• _Instructions to follow_
I'd like every entry transcribed word for word, with no pictures.

• _Task material_
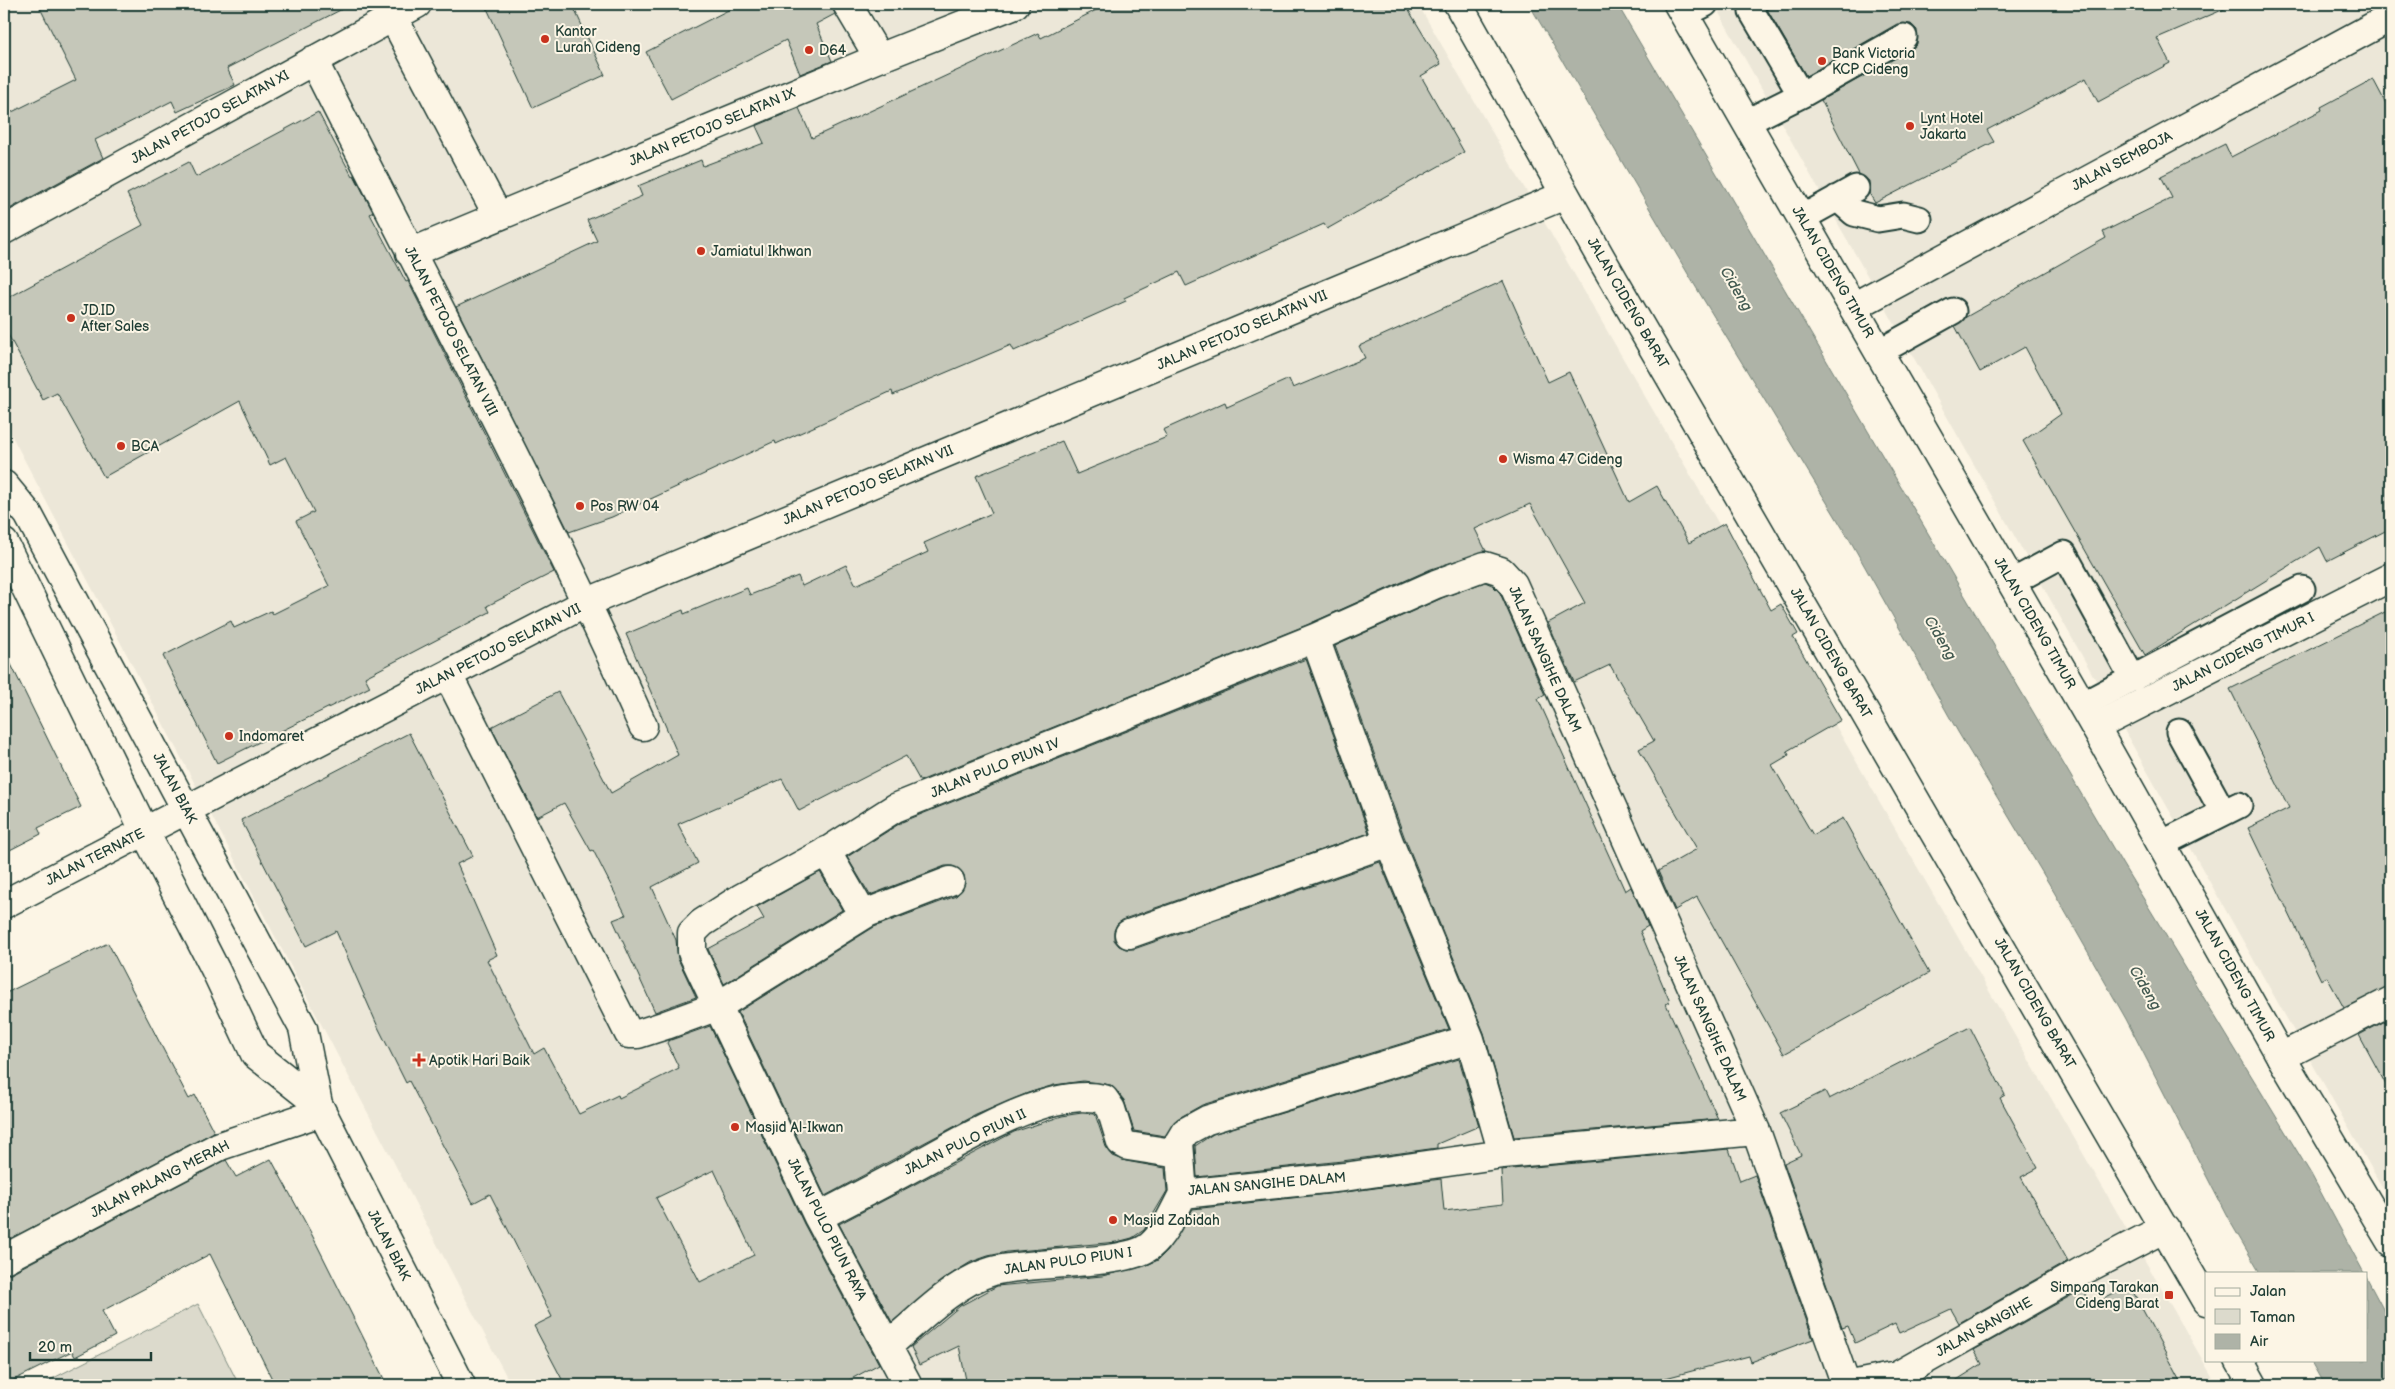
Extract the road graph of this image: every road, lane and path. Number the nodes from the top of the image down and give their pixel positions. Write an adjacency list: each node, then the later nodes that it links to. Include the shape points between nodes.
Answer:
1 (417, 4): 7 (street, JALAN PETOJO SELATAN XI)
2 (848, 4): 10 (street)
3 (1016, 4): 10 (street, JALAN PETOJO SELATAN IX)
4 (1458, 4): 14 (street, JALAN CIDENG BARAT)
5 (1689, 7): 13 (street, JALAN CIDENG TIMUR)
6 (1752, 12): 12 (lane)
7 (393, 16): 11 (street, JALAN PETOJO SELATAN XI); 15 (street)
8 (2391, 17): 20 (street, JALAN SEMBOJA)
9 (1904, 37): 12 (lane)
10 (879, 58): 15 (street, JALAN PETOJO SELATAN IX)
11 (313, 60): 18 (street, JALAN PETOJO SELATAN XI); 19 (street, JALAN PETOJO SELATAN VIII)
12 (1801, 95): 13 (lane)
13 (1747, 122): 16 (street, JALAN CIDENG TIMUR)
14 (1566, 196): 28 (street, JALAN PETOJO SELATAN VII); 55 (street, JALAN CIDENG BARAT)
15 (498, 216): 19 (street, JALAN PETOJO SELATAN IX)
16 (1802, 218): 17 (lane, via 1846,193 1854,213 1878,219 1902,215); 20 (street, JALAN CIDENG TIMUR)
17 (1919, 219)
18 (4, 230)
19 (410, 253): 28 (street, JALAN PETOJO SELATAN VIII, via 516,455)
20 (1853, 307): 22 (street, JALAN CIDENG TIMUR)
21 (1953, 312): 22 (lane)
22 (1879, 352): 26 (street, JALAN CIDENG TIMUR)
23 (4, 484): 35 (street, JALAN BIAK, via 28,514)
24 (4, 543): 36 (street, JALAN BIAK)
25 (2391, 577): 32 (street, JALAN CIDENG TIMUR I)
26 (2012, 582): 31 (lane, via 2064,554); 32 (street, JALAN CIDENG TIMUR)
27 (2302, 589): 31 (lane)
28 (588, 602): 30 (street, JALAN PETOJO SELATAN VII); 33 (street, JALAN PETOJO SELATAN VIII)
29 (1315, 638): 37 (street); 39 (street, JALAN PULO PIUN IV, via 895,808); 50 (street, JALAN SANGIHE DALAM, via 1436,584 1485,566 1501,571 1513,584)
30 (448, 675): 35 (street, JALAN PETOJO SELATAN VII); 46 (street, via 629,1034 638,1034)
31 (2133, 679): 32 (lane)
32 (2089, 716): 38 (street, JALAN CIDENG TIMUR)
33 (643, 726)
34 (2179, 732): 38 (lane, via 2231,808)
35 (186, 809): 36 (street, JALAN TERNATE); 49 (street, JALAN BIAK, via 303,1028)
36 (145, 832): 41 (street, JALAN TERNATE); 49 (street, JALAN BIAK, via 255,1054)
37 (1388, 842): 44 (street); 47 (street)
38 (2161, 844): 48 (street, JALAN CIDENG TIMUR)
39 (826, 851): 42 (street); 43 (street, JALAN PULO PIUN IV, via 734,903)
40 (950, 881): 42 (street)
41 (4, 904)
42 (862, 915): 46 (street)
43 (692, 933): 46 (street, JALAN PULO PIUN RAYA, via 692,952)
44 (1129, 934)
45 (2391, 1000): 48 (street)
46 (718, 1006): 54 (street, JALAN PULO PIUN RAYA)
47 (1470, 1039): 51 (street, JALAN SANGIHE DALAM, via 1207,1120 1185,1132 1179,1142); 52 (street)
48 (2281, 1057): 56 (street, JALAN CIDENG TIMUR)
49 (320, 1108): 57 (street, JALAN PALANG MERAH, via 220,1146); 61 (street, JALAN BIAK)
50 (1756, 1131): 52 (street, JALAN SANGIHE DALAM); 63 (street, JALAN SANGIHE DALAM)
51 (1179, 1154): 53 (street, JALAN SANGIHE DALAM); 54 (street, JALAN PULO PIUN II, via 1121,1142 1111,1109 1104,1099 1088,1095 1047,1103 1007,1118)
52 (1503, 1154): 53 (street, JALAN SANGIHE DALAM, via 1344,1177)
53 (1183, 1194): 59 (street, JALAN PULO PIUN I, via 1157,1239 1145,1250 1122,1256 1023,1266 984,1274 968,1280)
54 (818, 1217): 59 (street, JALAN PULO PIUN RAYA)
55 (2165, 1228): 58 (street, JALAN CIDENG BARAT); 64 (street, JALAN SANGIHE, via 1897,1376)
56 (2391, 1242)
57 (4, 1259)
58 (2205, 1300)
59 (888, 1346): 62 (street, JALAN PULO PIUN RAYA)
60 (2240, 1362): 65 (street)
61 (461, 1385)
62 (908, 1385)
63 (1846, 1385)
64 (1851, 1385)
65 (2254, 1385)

• _Solution for this task_
Extract the road graph of this image: every road, lane and path. Number the nodes from the top of the image down and give their pixel positions. Write an adjacency list: each node, then the later nodes that it links to. Include the shape points between nodes.
Answer:
1 (417, 4): 7 (street, JALAN PETOJO SELATAN XI)
2 (848, 4): 10 (street)
3 (1016, 4): 10 (street, JALAN PETOJO SELATAN IX)
4 (1458, 4): 14 (street, JALAN CIDENG BARAT)
5 (1689, 7): 13 (street, JALAN CIDENG TIMUR)
6 (1752, 12): 12 (lane)
7 (393, 16): 11 (street, JALAN PETOJO SELATAN XI); 15 (street)
8 (2391, 17): 20 (street, JALAN SEMBOJA)
9 (1904, 37): 12 (lane)
10 (879, 58): 15 (street, JALAN PETOJO SELATAN IX)
11 (313, 60): 18 (street, JALAN PETOJO SELATAN XI); 19 (street, JALAN PETOJO SELATAN VIII)
12 (1801, 95): 13 (lane)
13 (1747, 122): 16 (street, JALAN CIDENG TIMUR)
14 (1566, 196): 28 (street, JALAN PETOJO SELATAN VII); 55 (street, JALAN CIDENG BARAT)
15 (498, 216): 19 (street, JALAN PETOJO SELATAN IX)
16 (1802, 218): 17 (lane, via 1846,193 1854,213 1878,219 1902,215); 20 (street, JALAN CIDENG TIMUR)
17 (1919, 219)
18 (4, 230)
19 (410, 253): 28 (street, JALAN PETOJO SELATAN VIII, via 516,455)
20 (1853, 307): 22 (street, JALAN CIDENG TIMUR)
21 (1953, 312): 22 (lane)
22 (1879, 352): 26 (street, JALAN CIDENG TIMUR)
23 (4, 484): 35 (street, JALAN BIAK, via 28,514)
24 (4, 543): 36 (street, JALAN BIAK)
25 (2391, 577): 32 (street, JALAN CIDENG TIMUR I)
26 (2012, 582): 31 (lane, via 2064,554); 32 (street, JALAN CIDENG TIMUR)
27 (2302, 589): 31 (lane)
28 (588, 602): 30 (street, JALAN PETOJO SELATAN VII); 33 (street, JALAN PETOJO SELATAN VIII)
29 (1315, 638): 37 (street); 39 (street, JALAN PULO PIUN IV, via 895,808); 50 (street, JALAN SANGIHE DALAM, via 1436,584 1485,566 1501,571 1513,584)
30 (448, 675): 35 (street, JALAN PETOJO SELATAN VII); 46 (street, via 629,1034 638,1034)
31 (2133, 679): 32 (lane)
32 (2089, 716): 38 (street, JALAN CIDENG TIMUR)
33 (643, 726)
34 (2179, 732): 38 (lane, via 2231,808)
35 (186, 809): 36 (street, JALAN TERNATE); 49 (street, JALAN BIAK, via 303,1028)
36 (145, 832): 41 (street, JALAN TERNATE); 49 (street, JALAN BIAK, via 255,1054)
37 (1388, 842): 44 (street); 47 (street)
38 (2161, 844): 48 (street, JALAN CIDENG TIMUR)
39 (826, 851): 42 (street); 43 (street, JALAN PULO PIUN IV, via 734,903)
40 (950, 881): 42 (street)
41 (4, 904)
42 (862, 915): 46 (street)
43 (692, 933): 46 (street, JALAN PULO PIUN RAYA, via 692,952)
44 (1129, 934)
45 (2391, 1000): 48 (street)
46 (718, 1006): 54 (street, JALAN PULO PIUN RAYA)
47 (1470, 1039): 51 (street, JALAN SANGIHE DALAM, via 1207,1120 1185,1132 1179,1142); 52 (street)
48 (2281, 1057): 56 (street, JALAN CIDENG TIMUR)
49 (320, 1108): 57 (street, JALAN PALANG MERAH, via 220,1146); 61 (street, JALAN BIAK)
50 (1756, 1131): 52 (street, JALAN SANGIHE DALAM); 63 (street, JALAN SANGIHE DALAM)
51 (1179, 1154): 53 (street, JALAN SANGIHE DALAM); 54 (street, JALAN PULO PIUN II, via 1121,1142 1111,1109 1104,1099 1088,1095 1047,1103 1007,1118)
52 (1503, 1154): 53 (street, JALAN SANGIHE DALAM, via 1344,1177)
53 (1183, 1194): 59 (street, JALAN PULO PIUN I, via 1157,1239 1145,1250 1122,1256 1023,1266 984,1274 968,1280)
54 (818, 1217): 59 (street, JALAN PULO PIUN RAYA)
55 (2165, 1228): 58 (street, JALAN CIDENG BARAT); 64 (street, JALAN SANGIHE, via 1897,1376)
56 (2391, 1242)
57 (4, 1259)
58 (2205, 1300)
59 (888, 1346): 62 (street, JALAN PULO PIUN RAYA)
60 (2240, 1362): 65 (street)
61 (461, 1385)
62 (908, 1385)
63 (1846, 1385)
64 (1851, 1385)
65 (2254, 1385)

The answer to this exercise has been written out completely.